One time I drove 25 miles into town and it wouldn't start after stopping at a parts store. The oil pressure gauge indicated max pressure, so I am sure the jumper was working correctly. Later in the day it will start and run fine. I also got an accurate wiring diagram from an auto elec. Did your pumps have a wire harness, and was it installed? I forgot to mention that I Did find the ground and it was a little worse for the wear so I replaced it and sanded the frame where it attaches it did have continuity so it was not compleatly bad. There did not seem to be any pressure in the fuel lines and the fuel pump did not kick on when I turned the key on.
In both cases though, the fuel pump remains energized through the oil pressure switch until the oil pressure drops below 7psi. I have a similar problem. A new fuel pump replacement for Chevy K2500 is just what you need to alleviate both concerns. I used a vacuum cleaner and rag to clean it. The relay pin numbers did not match with the wiring diagram in the 88-98 Haynes manual I have. My truck has not started on two occasions, most recently yesterday.
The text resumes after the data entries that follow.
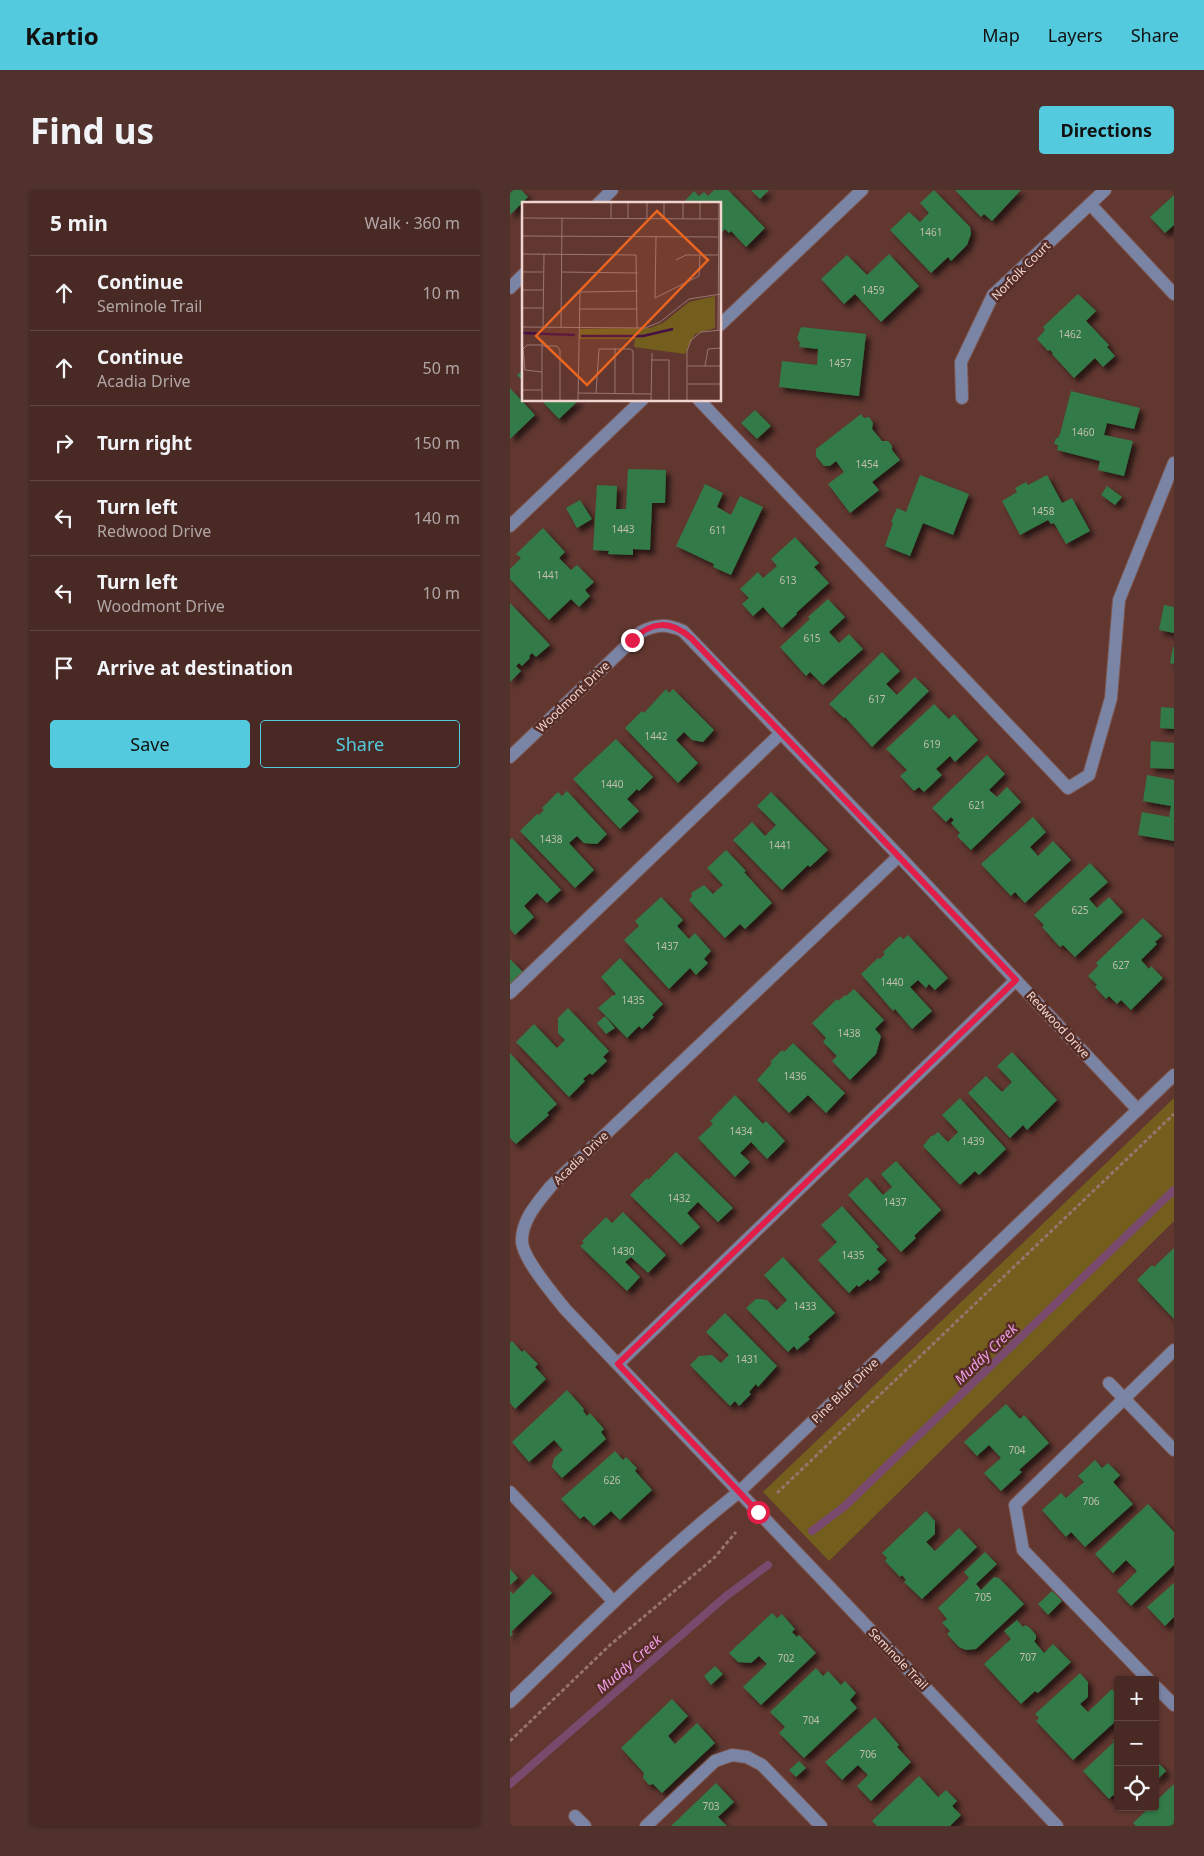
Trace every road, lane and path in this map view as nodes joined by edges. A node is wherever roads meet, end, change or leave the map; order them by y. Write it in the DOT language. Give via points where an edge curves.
graph roads {
  1 [pos="862,190"];
  2 [pos="1105,190"];
  3 [pos="608,191"];
  4 [pos="600,202"];
  5 [pos="1090,204"];
  6 [pos="522,276"];
  7 [pos="510,288"];
  8 [pos="1174,294"];
  9 [pos="721,324"];
  10 [pos="962,398"];
  11 [pos="641,401"];
  12 [pos="700,401"];
  13 [pos="1174,463"];
  14 [pos="510,526"];
  15 [pos="662,625"];
  16 [pos="781,733"];
  17 [pos="510,757"];
  18 [pos="899,856"];
  19 [pos="1016,980"];
  20 [pos="510,993"];
  21 [pos="1174,1074"];
  22 [pos="1138,1110"];
  23 [pos="1174,1114"];
  24 [pos="1174,1350"];
  25 [pos="618,1364"];
  26 [pos="1109,1383"];
  27 [pos="1124,1398"];
  28 [pos="1174,1450"];
  29 [pos="510,1492"];
  30 [pos="740,1492"];
  31 [pos="777,1493"];
  32 [pos="736,1532"];
  33 [pos="614,1602"];
  34 [pos="1145,1676"];
  35 [pos="1159,1690"];
  36 [pos="510,1702"];
  37 [pos="1174,1705"];
  38 [pos="510,1741"];
  39 [pos="576,1816"];
  40 [pos="585,1826"];
  41 [pos="646,1826"];
  42 [pos="821,1826"];
  43 [pos="1058,1826"];
  1 -- 9 [label="street"];
  2 -- 5 [label="street, Norfolk Court"];
  3 -- 4 [label="street"];
  5 -- 8 [label="street"];
  5 -- 10 [label="street, Norfolk Court" via="993,295 961,362"];
  6 -- 7 [label="street"];
  11 -- 14 [label="street"];
  12 -- 13 [label="street" via="1068,788 1089,775 1111,698 1119,600"];
  15 -- 16 [label="street, Redwood Drive" via="678,628 691,638"];
  15 -- 17 [label="street, Woodmont Drive" via="640,632"];
  16 -- 18 [label="street, Redwood Drive"];
  16 -- 20 [label="street"];
  18 -- 19 [label="street, Redwood Drive"];
  18 -- 25 [label="street, Acadia Drive" via="551,1186 533,1208 521,1241 526,1255 565,1309"];
  19 -- 22 [label="street, Redwood Drive"];
  19 -- 25 [label="street"];
  21 -- 22 [label="street, Pine Bluff Drive"];
  22 -- 30 [label="street, Pine Bluff Drive"];
  23 -- 31 [label="path"];
  24 -- 27 [label="street"];
  25 -- 30 [label="street, Acadia Drive"];
  26 -- 27 [label="street"];
  27 -- 28 [label="street"];
  27 -- 34 [label="street" via="1015,1505 1023,1550"];
  29 -- 33 [label="street"];
  30 -- 33 [label="street, Pine Bluff Drive"];
  30 -- 43 [label="street, Seminole Trail"];
  32 -- 38 [label="path" via="715,1556 610,1645"];
  33 -- 36 [label="street, Pine Bluff Drive"];
  35 -- 37 [label="street"];
  39 -- 40 [label="street"];
  41 -- 42 [label="street" via="715,1761 732,1755 747,1757 762,1765"];
}
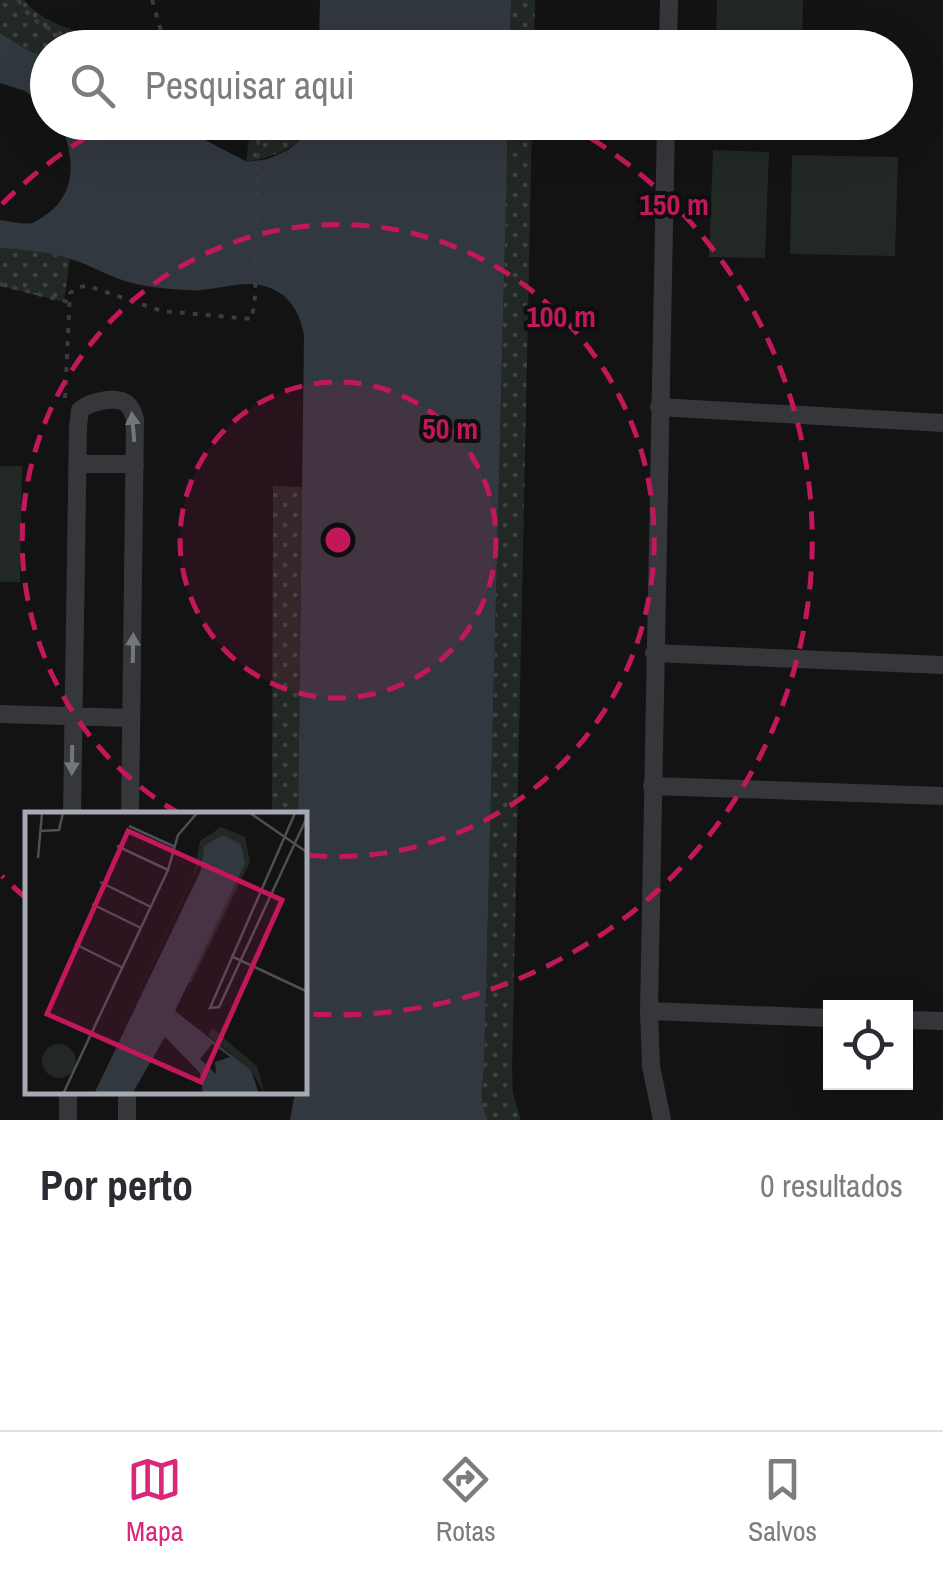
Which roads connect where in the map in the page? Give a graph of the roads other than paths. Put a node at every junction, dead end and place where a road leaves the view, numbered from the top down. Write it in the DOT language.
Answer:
graph roads {
  1 [pos="669,0"];
  2 [pos="668,30"];
  3 [pos="666,140"];
  4 [pos="659,407"];
  5 [pos="943,422"];
  6 [pos="77,464"];
  7 [pos="135,464"];
  8 [pos="654,652"];
  9 [pos="943,666"];
  10 [pos="0,714"];
  11 [pos="73,716"];
  12 [pos="131,718"];
  13 [pos="652,786"];
  14 [pos="943,796"];
  15 [pos="72,812"];
  16 [pos="130,812"];
  17 [pos="649,1011"];
  18 [pos="823,1018"];
  19 [pos="913,1020"];
  20 [pos="943,1021"];
  21 [pos="662,1120"];
  1 -- 2 [label="street"];
  3 -- 4 [label="street"];
  4 -- 5 [label="street"];
  4 -- 8 [label="street"];
  6 -- 7 [label="street"];
  7 -- 6 [label="street, one-way"];
  6 -- 11 [label="street"];
  12 -- 7 [label="street, one-way"];
  8 -- 9 [label="street"];
  8 -- 13 [label="street"];
  10 -- 11 [label="street"];
  11 -- 12 [label="street"];
  11 -- 15 [label="street, one-way"];
  12 -- 16 [label="street"];
  13 -- 14 [label="street"];
  13 -- 17 [label="street"];
  17 -- 18 [label="street"];
  17 -- 21 [label="street"];
  19 -- 20 [label="street"];
}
They were a lot of fun. Electrical supply to the pump is defective. When I jumpered 87 to 30, nothing happened and the 12v was present on 30 then. I am wondering if it takes a little time for the tank to build up pressure or if I need to double check the o-ring on the fuel pump assembly to make sure it seated correctly. I opened the connections to the fuel filter and let some fuel out.
It is very common for the connection between the harnass and the fuel pump to fail. I hope by replacing the pressure regulator and ground connection my problem will be fixed. What pins at the dash board connector for the instrument cluster could be used to test the sending unit? When the tank is full it reads full and it goes down as the tank level goes down. I am suspecting the fuel pump or fuel pump relay. Electrical problem V8 Four Wheel Drive Automatic 169000 miles Truck will not start on occasion, mostly first thing in the morning. Sure hope that you get this figured out. I would not discount the oil pressure switch.
The sending unit is pretty reasonable on partsgeek. Two days ago it wouldn't start early in the morning, but ran fine later in the morning and has run fine ever since. Runs fine now and no service engine light. Please run some tests and get back to us so we can continue helping you. Putting the bed back on took about 20 minutes with pneumatic tools.
Since I live in San Diego and the truck hasn't rolled over a 100K miles yet, there was just a little dust above the tank. Not sure if this means that it takes 100 miles for the computer to run a complete scan after clearing out all codes. I did manage to get a better wring diagram out of a 1998 Motors manual at the San Diego public library. I hope by replacing the pressure regulator and ground connection my problem will be fixed. I tried to see if there were any fault codes, but the scan tool says all the diagnostic checks had not been completed. I'll post updates as I proceed.
Final thoughts: 1 A complete scan was accomplished at around miles. One note about dropping the tank; there were three lines to disconnect quick-connect fittings and a electrical plug on top og the tank. I have an 88-98 Chilton wiring diagram which has been very little help. I thought maybe a voltage problem since it stated with the old pump some times and others i would have to cycle the key. There are no safety systems for turning off the fuel pump, inertia switch etc.
Is it easier to remove the truck bed to service the sending unit? See post 2: Low voltage, low amperage, low fuel pressure all point to electrical wiring problems. Gm Fuel Pump Relay Testing — Youtube, size: 800 x 600 px, source: i. Also keep in mind that not all vehicles use the oil pressure switch to power the fuel pump. Ok, I have a 1998 chevy k2500 with the 5. I'll replace them for good measure. I would also check pressures after a month and see how they look compared to todays readings.
It starts later and is ok, but seems to crank a little longer before starting. Update 4: 1 I unbolted the bed 8 bolts and disconnected the wires for the lights and the ground wires for the gas filler neck. Not sure if I need to run the truck for a while of if there is a problem with the scan tool. I will double check the connection. If I make up a jumper wire for the pump test connector a head of time at least I will have the capability to get it running in short order. Also, by pinching the return line the psi jumped to the mid 70s before i let it lose.
The tank is only a quarter full. If you choose to change out the plug you will need to splice in a new plug to the wiring harness. Engine cranks but doesn't even attempt to kick over. May want to look into that. All 8 bolts were real easy to get to. If you have noticed your truck jolting unnecessarily after you accelerate and then resuming its regular performance ability, your ride may be suffering from a faulty fuel pump.